If they aren't published, you should rebase them.
But checking if a rebase is actually possible is a tiny bit tricky:
First, after fetching, you easily can check if you have local commits not yet pushed:
git log origin/master..master
o--o--o (origin/master)
/
x--x--x--y--y (master)
It is perfectly ok to rebase in this instance, except if master was already pushed to another branch from your repo.
But you also can check that easily with:
git branch -r --contains master
If any remote (-r) branch contains the branch you want to rebase, then it is a less safe idea, and a merge is preferable.
But, if the remote branch itself was rebased (and forced pushed), then you need to be careful, as detailed in "How do you deal with a public repository that has already been rebased?":
o--o--o (OLD origin/master)
/
x--x--X--y--y (master)
\
o'--o'--o' (origin/master, as seen after a 'git fetch')
Rebasing blindly master on top of origin/master would replay commit X, which was left out when origin/master was rebased. Not good.
Today (January 2014), the only way to deal with this case is to:
- make a 'tmp' marker branch on
origin/master,
git fetch,
- check if
git branch --contain tmp lists origin/master (which has been fetched and is possibly with a different history if it was rebased and forced pushed).

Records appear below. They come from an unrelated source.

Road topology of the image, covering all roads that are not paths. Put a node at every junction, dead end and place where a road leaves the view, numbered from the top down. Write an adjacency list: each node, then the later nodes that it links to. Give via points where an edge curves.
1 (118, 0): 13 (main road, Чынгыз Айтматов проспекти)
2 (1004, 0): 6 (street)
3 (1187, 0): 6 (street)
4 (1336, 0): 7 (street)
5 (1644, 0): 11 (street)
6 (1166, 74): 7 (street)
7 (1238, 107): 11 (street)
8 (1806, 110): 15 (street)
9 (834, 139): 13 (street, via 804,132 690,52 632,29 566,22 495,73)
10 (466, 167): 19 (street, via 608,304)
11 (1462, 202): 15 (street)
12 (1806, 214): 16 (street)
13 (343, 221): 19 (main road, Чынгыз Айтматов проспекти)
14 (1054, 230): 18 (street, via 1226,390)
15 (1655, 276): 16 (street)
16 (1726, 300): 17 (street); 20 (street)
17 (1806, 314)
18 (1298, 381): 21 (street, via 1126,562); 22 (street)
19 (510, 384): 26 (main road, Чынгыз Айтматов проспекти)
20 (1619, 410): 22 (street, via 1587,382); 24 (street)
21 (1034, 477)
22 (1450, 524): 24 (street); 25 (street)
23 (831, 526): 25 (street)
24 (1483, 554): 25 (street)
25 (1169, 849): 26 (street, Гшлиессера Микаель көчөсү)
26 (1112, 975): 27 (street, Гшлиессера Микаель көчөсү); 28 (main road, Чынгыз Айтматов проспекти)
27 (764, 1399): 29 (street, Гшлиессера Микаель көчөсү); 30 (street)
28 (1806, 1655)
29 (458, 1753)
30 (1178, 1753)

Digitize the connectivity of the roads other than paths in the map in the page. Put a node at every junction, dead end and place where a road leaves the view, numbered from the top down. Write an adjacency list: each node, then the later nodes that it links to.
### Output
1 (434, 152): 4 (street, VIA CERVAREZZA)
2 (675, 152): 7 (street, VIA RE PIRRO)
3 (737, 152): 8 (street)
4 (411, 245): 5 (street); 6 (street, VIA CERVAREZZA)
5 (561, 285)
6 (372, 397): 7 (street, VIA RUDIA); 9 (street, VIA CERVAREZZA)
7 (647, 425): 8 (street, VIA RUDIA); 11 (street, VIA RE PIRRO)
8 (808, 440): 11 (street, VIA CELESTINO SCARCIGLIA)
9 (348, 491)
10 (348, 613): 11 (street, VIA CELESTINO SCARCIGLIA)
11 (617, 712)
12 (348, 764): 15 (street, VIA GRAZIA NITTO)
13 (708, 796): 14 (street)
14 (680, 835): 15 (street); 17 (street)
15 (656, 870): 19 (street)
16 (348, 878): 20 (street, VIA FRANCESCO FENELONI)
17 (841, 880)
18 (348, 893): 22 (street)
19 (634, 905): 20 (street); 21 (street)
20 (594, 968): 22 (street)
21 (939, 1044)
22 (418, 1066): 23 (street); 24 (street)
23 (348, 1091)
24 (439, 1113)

Tomorrow (git 1.9, Q1 2014), you won't have to mark your remote branch before fetching:
fork_point=$(git merge-base --fork-point origin/upstreamBranch yourBranch)
# return X
git rebase --onto origin/upstreamBranch $fork_point yourBranch
To recap:
After a git fetch (after marking origin/master before the fetch),
- if
git log origin/master..master returns commits from master which aren't part of origin/master (meaning those local commits haven't been pushed to origin/master)
- AND if
git branch -r --contains master is empty (meaning master wasn't pushed anywhere else, on any remote tracking branch you can see through a git fetch)
Then:
- if
origin/master include the marker branch 'tmp' (meaning origin/master itself wasn't rebased), you can git rebase origin/master master.
- else: you can
git rebase --onto origin/master $(git merge-base tmp master) master
(you need tmp here to rebase just your branch. Git 1.9 will make the need for a tmp branch needless)
In any other cases: merge origin/master to master.